Kontroversi perjanjian enam raksasa perkebunan sawit terintegrasi lewat bendera Indonesia Palm Oil Pledge (IPOP) siap memasuki babak baru. Upaya persuasi pemerintah, bahkan pernyataan keras, sampai kini tak mampu membatalkan perjanjian yang telah diteken para raksasa itu di sela forum KTT Perubahan Iklim di New York, Desember 2014. Padahal, perjanjian tersebut dinilai telah menodai kedaulatan, ketika swasta bisa membuat kesepakatan yang melindas kewenangan pemerintah, dan merugikan pekebun rakyat.
Kini, ‘peluru’ baru datang ketika Komisi Pengawas Persaingan Usaha (KPPU) akhirnya turun tangan untuk melakukan penyelidikan. Pasalnya, hasil analisis KPPU yang Kamar Dagang dan Industri Indonesia (Kadin), ternyata tidak digubris. Padahal, dalam surat nomor 184/K/X/2015 tanggal 22 Oktober 2015 itu, KPPU menyatakan kesepakatan IPOP berpotensi menjadi kartel — yang melanggar UU No.5 Tahun 1999. “Oleh karena itu, maka kesepakatan IPOP sebaiknya tidak diimplementasikan,” tulis Ketua KPPU Muhammad Syarkawi Rauf, dalam surat Tanggapan KPPU terhadap IPOP yang dikirim ke konsultan hukum Kadin, Ibrahim Senen.

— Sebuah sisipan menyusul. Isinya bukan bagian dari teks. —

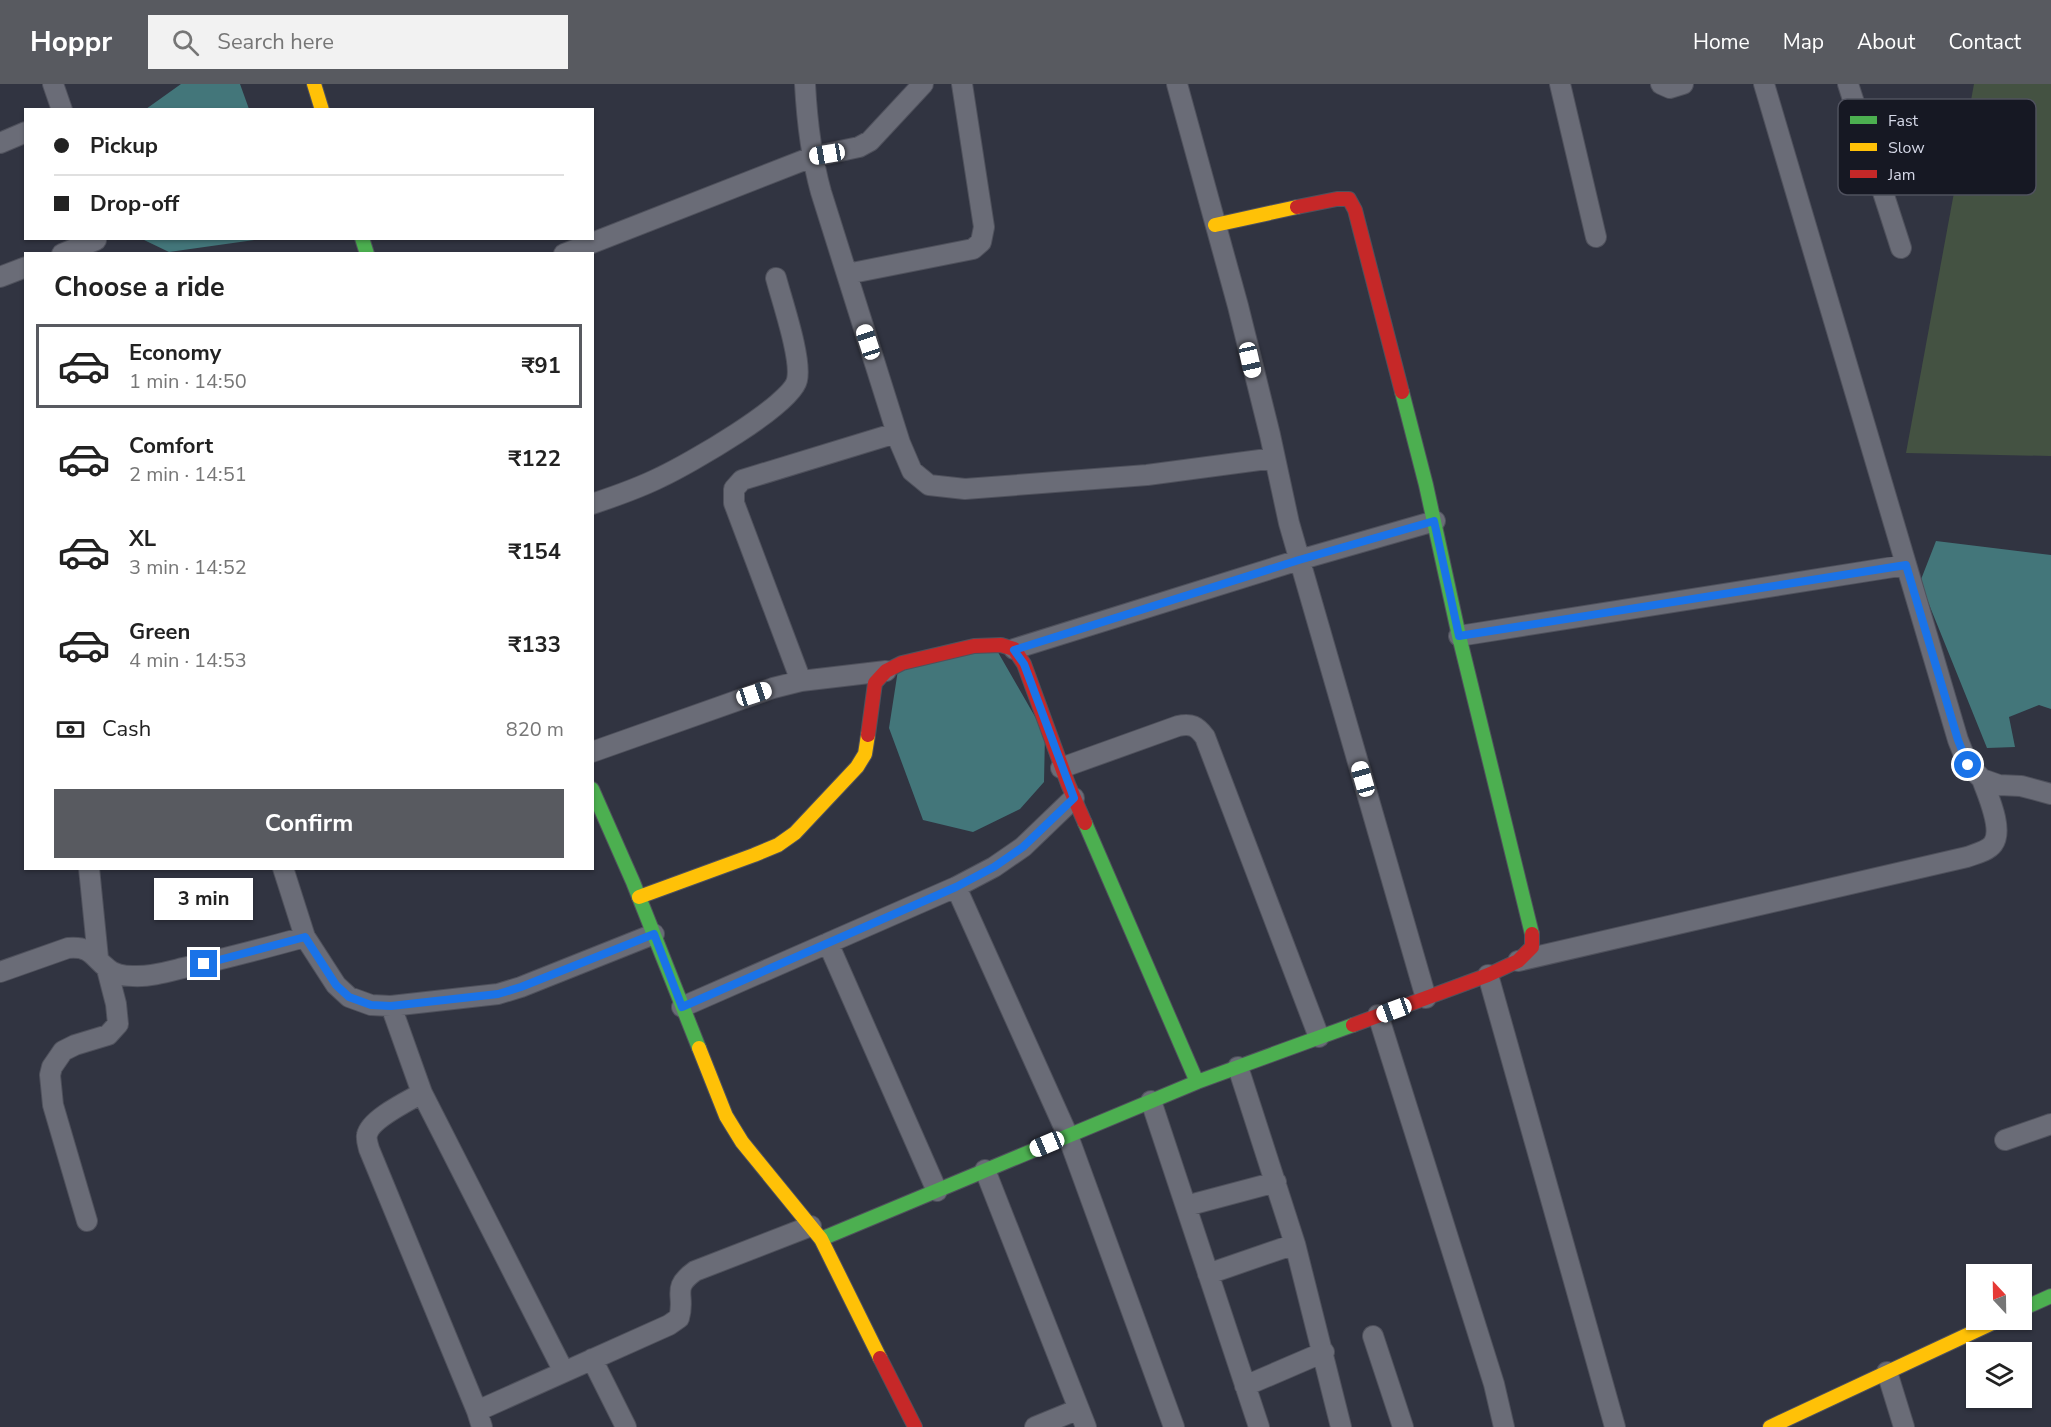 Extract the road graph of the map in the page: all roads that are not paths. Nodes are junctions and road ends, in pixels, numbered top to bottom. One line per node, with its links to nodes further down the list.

Ibrahim juga merupakan tim legal IPOP.
Ketika dikonfirmasi, Ibrahim hanya menukas singkat: “Kami menghormati (keputusan KPPU).” Dia membantah tuduhan IPOP mengarah ke kartel dan menyulitkan pihak lain, terutama petani sawit. “Kalau kami kartel, tidak mungkin kami meminta pendapat KPPU,” ucapnya.
Yang jelas, masuknya KPPU ke ranah penyelidikan jadi kabar baik buat Kementerian Pertanian. Bahkan, Dirjen Perkebunan Kementan Gamal Nasir pun meyakinkan bahwa pemerintah pasti membubarkan IPOP. Pembubaran itu akan dikoordinasikan langsung oleh Kementerian Koordinator bidang Perekonomian. “Menteri Pertanian sudah diminta membuat surat rekomendasi pembubaran untuk disampaikan ke Kementerian Perekonomian. Nanti pembubarannya dilakukan di tingkat Menko,” kata dia.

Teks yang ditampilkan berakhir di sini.